Patricia Reid (Defendant) obtained a mortgage from BAC Home Loans Servicing, L.P. (BAC) for certain real property located in Queens, New York. In March, 2010, BAC accelerated the debt and initiated a foreclosure action. The New York Supreme Court dismissed the foreclosure action on June 4, 2015, because BAC had failed to comply with multiple court orders. On July 20, 2018, BAC’s successor-in-interest, Bank of America, N.A. (Plaintiff), commenced an action to foreclose on Defendant’s mortgage.
Defendant brought an affirmative defense that such action was time barred because the statute of limitations had passed. Plaintiff filed a summary judgment motion to strike Defendant’s affirmative defense. In its motion, Plaintiff argued that it is an assignee of the United States Department of Housing and Urban Development (HUD) and Federal Housing Administration (FHA), and that because it is an assignee of federal agencies, it is immune from New York’s statute of limitations. The New York Supreme Court rejected Plaintiff’s motion, and Plaintiff appealed to the New York Appellate Division, Second Department (the Court).
The Court held that “where a loan was insured by a federal agency, but no federal agency had the right to foreclose on the mortgage, the federal government’s immunity does not apply to a lender seeking to foreclose.” Therefore, Plaintiff was subject to NY CPLR § 213(4)’s 6-year statute of limitations for foreclosure actions.
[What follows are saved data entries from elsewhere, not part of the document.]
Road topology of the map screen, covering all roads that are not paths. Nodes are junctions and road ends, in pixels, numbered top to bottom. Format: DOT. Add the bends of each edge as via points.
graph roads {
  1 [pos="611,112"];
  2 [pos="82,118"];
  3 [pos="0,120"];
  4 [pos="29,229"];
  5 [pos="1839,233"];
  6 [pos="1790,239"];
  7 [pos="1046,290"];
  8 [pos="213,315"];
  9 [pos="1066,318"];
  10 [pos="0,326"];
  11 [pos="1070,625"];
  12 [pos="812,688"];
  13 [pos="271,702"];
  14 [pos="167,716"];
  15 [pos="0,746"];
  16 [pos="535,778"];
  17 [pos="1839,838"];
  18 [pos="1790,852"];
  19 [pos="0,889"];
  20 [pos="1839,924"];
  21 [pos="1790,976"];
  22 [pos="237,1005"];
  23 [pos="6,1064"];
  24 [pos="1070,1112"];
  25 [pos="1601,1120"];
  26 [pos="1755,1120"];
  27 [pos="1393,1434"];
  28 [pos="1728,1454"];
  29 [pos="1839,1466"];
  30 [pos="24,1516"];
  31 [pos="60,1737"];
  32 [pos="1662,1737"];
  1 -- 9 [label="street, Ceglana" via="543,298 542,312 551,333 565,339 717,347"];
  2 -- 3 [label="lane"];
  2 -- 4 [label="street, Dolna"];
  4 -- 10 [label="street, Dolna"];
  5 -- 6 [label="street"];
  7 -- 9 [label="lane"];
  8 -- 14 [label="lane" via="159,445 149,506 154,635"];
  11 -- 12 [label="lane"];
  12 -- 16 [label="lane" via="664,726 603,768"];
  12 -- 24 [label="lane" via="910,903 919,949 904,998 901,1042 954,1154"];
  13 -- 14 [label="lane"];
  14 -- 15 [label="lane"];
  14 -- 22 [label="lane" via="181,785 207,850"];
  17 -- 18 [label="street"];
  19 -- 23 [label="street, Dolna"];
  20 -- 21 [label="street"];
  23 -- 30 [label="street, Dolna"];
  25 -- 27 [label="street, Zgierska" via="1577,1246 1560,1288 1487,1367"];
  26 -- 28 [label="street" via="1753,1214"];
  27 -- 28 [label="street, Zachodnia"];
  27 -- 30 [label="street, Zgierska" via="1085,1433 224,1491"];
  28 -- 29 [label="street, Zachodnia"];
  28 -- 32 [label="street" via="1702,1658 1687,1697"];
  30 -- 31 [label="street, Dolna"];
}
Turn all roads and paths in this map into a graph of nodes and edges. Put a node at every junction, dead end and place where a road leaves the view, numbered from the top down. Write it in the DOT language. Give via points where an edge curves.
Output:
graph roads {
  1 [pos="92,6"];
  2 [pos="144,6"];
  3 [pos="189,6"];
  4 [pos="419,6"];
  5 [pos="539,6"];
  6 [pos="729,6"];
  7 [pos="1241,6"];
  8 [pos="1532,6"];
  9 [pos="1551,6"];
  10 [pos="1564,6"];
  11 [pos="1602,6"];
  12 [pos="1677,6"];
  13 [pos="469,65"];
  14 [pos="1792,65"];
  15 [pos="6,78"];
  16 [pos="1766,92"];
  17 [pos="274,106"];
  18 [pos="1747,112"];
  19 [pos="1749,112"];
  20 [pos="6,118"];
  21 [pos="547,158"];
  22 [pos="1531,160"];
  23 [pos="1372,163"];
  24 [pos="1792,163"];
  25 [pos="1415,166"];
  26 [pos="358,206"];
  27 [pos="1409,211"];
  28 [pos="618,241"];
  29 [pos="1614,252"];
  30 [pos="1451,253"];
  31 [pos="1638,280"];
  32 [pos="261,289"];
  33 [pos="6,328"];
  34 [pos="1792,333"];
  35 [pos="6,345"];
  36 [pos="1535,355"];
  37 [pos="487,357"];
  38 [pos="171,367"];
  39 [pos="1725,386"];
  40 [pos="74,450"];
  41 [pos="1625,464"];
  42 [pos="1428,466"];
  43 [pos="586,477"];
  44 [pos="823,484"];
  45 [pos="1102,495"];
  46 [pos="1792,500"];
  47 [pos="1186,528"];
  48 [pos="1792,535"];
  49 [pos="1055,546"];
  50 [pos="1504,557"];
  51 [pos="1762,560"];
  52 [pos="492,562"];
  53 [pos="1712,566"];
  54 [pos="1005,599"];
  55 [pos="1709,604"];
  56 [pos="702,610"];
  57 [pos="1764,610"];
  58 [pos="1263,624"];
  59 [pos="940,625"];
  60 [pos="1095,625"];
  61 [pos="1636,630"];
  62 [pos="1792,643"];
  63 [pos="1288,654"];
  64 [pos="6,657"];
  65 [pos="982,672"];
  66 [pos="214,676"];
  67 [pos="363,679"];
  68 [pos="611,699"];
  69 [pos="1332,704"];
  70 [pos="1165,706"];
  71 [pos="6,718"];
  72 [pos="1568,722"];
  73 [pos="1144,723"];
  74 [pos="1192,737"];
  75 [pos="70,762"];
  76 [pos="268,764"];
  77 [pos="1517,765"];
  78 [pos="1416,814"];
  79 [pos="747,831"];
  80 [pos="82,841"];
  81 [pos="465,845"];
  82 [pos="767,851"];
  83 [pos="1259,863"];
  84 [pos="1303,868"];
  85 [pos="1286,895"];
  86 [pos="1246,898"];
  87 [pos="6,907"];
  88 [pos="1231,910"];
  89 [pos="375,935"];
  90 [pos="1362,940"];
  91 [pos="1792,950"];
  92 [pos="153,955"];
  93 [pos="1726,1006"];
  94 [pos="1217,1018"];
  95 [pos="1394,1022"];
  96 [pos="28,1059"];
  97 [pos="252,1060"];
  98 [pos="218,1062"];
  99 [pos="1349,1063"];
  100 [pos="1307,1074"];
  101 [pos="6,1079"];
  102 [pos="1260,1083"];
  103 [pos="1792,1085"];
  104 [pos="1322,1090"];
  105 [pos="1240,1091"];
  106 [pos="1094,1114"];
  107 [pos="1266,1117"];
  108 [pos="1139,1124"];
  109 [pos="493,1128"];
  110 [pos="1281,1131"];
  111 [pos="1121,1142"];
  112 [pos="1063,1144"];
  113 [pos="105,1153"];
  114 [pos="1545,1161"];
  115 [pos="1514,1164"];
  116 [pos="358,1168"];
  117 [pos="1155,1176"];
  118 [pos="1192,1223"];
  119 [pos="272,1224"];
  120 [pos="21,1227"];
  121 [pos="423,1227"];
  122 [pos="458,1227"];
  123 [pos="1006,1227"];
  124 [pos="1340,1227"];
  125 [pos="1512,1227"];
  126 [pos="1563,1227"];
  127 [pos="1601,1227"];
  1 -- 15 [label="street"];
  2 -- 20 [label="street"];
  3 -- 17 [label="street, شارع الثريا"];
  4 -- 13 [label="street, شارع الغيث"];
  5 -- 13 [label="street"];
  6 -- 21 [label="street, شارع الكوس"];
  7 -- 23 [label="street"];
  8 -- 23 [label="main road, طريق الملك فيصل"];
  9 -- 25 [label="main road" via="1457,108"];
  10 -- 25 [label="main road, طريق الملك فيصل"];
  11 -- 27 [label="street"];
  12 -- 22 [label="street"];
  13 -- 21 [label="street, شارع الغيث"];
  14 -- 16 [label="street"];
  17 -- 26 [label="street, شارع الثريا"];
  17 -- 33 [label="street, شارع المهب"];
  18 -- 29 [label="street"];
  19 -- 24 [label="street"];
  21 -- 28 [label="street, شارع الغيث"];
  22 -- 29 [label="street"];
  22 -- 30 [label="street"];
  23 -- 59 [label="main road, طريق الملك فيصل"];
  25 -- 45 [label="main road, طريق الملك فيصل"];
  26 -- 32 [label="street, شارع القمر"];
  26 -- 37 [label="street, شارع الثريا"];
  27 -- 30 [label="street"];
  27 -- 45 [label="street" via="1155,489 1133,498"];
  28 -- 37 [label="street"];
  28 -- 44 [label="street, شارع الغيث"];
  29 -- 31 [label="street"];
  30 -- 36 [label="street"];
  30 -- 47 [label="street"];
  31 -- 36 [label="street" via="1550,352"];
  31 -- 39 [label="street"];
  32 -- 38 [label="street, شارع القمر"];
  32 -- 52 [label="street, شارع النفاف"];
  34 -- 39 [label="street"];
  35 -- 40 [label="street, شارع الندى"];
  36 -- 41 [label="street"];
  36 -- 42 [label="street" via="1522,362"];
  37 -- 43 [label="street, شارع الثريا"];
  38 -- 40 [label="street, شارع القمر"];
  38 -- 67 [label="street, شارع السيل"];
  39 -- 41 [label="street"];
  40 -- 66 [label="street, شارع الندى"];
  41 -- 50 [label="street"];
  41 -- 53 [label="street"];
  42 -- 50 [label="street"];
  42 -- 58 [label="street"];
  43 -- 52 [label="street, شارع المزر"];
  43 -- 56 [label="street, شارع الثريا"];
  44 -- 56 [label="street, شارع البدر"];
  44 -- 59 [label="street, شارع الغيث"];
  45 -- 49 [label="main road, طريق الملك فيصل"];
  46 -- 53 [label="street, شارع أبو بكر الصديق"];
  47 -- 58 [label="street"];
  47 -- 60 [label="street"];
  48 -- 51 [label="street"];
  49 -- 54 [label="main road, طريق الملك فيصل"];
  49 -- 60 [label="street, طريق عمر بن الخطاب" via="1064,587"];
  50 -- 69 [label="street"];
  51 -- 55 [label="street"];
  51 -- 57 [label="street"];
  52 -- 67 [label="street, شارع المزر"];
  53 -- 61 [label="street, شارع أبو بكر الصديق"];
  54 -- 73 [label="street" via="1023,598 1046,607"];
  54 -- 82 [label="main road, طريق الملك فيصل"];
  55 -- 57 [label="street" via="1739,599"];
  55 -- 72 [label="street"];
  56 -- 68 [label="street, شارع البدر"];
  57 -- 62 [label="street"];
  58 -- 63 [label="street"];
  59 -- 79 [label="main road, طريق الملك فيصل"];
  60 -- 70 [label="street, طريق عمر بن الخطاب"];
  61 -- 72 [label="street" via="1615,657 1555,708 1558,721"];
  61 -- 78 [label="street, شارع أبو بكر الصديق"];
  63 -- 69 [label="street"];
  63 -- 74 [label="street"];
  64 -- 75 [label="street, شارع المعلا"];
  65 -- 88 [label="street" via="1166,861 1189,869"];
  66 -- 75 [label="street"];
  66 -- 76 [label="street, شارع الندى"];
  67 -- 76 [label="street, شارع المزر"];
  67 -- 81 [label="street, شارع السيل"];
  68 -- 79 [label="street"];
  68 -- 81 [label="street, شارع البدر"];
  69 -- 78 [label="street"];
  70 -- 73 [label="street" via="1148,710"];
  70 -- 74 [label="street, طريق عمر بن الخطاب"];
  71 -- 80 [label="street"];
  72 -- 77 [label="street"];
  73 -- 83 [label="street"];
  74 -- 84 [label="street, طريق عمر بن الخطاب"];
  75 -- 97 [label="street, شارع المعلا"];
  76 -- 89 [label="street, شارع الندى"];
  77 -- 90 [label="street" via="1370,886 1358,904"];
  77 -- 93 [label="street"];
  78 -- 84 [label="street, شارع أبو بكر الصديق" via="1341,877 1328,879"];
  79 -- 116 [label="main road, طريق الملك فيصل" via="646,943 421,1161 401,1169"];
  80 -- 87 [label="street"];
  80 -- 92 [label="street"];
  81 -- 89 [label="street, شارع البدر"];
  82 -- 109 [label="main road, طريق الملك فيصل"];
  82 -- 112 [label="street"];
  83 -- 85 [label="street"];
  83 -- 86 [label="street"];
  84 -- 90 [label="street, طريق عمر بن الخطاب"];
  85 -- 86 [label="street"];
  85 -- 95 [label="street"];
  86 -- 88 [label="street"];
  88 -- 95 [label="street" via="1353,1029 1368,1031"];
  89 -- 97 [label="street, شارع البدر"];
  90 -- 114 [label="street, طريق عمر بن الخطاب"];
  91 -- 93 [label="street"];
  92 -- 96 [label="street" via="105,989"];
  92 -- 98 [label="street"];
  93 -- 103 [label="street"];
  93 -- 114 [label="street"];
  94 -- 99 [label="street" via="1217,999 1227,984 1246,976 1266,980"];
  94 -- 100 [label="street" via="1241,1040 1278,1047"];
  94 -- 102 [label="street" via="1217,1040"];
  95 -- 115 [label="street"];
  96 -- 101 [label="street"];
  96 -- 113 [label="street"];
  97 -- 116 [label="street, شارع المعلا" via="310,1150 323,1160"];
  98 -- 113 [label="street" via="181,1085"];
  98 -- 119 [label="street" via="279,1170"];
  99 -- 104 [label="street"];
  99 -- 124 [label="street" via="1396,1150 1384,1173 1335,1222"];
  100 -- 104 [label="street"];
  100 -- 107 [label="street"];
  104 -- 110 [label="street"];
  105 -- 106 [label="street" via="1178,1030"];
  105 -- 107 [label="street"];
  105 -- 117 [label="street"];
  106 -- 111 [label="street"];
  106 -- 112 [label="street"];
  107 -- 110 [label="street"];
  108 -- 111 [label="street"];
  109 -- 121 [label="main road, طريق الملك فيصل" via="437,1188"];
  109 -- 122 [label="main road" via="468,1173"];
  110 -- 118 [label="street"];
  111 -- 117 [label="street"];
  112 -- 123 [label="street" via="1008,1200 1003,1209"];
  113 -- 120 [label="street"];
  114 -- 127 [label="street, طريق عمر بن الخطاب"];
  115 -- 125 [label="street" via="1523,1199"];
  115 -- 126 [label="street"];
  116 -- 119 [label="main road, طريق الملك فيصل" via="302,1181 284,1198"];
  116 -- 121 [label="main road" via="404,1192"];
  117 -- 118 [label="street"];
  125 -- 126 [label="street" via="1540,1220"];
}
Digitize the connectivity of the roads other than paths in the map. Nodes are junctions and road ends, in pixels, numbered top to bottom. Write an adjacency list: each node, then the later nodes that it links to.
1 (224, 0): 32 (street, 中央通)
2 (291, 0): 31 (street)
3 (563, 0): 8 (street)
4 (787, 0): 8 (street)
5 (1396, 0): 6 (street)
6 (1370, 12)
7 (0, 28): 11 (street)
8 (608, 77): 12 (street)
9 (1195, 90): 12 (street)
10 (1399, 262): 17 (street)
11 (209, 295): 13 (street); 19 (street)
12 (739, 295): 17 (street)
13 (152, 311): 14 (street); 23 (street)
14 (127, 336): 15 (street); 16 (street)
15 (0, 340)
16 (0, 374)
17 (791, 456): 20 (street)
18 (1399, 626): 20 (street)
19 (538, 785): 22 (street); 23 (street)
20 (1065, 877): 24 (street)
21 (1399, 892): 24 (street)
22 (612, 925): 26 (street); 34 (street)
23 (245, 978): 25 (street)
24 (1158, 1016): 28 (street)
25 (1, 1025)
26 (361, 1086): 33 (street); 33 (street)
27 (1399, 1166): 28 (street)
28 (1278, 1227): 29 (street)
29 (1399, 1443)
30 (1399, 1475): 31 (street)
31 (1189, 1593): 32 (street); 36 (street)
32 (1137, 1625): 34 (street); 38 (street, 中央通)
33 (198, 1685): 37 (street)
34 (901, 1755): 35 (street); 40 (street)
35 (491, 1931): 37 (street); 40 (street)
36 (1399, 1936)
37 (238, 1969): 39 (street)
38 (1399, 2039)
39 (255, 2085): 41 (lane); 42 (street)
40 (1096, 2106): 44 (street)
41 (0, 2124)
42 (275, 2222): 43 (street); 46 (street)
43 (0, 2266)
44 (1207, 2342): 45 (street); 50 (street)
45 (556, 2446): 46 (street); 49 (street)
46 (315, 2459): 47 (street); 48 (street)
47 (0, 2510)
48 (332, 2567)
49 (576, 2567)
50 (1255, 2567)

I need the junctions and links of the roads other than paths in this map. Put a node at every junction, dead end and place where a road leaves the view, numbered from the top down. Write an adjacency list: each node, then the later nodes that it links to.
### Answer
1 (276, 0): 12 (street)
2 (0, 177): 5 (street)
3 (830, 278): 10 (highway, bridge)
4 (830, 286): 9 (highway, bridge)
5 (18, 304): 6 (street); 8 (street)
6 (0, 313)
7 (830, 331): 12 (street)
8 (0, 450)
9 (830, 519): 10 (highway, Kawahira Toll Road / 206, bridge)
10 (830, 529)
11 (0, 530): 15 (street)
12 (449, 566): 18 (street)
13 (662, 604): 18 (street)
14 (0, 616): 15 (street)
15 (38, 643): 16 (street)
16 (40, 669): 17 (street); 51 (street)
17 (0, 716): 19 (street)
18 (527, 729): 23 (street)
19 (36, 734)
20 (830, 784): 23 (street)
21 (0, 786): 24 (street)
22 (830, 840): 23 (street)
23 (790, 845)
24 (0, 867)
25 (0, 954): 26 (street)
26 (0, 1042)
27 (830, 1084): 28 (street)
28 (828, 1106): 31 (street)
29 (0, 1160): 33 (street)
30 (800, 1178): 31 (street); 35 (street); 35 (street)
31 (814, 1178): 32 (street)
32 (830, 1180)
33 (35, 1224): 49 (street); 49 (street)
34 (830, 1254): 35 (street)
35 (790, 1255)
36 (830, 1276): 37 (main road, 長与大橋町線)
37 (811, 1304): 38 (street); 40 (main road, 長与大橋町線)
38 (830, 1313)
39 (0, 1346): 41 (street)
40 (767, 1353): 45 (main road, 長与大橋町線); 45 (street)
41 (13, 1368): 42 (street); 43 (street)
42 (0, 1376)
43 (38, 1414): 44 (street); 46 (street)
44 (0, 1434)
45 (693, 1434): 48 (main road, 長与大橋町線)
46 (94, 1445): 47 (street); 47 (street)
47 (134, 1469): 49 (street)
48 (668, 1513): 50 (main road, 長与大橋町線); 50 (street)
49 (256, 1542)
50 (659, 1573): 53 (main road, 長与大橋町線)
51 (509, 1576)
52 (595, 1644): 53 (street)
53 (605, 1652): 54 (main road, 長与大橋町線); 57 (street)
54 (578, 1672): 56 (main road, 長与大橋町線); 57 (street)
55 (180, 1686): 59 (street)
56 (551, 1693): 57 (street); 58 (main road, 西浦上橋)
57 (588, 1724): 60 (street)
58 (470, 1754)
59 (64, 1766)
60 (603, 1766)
In reaching its decision, the Court first determined when the statute of limitations began. The Court referenced Bank of N.Y. Mellon v. Mor, 201 AD3d 691, which held that “even if a mortgage is payable in installments, once a mortgage debt is accelerated, the entire amount is due and the statute of limitations begins to run on the entire debt.” Thus, the statute of limitations began in March 2010, when BAC commenced the initial foreclosure action, and in accordance with NY CPLR § 213(4), expired March 2016. Therefore, Plaintiff had brought the foreclosure action after the statute of limitations had expired.
Since the action was brought after the statute of limitations had passed, the Court analyzed whether Plaintiff was exempt from NY CPLR § 213(4)’s statute of limitations. The Court rejected Plaintiff’s arguments that (1) it was an assignee of a federal agency, and (2) that as an assignee, it was immune from statute of limitations. The reasoning presented by the Court was two-fold. First, the “the United States is not bound by a statute of limitations unless Congress has explicitly expressed one” and in this case, there is no federal statute of limitations for mortgage foreclosures brought by federal agencies. Therefore, the federal government is not immune from New York’s mortgage foreclosure statute of limitations. Second, the Court distinguished between a loan that is held by a federal agency and a loan that is insured by a federal agency. In this case, the loan was merely insured by a federal agency and therefore HUD or FHA never had the right to foreclose on the property. Since a federal agency had no rights under the mortgage, Plaintiff was not an assignee of a federal agency, and therefore, even if the federal government had immunity from the mortgage foreclosure statute of limitations, Plaintiff was not subject to the federal government’s protection.
Overall, this case solidified that a loan insured by the federal government does not provide the loan holder with the same protections as the federal government.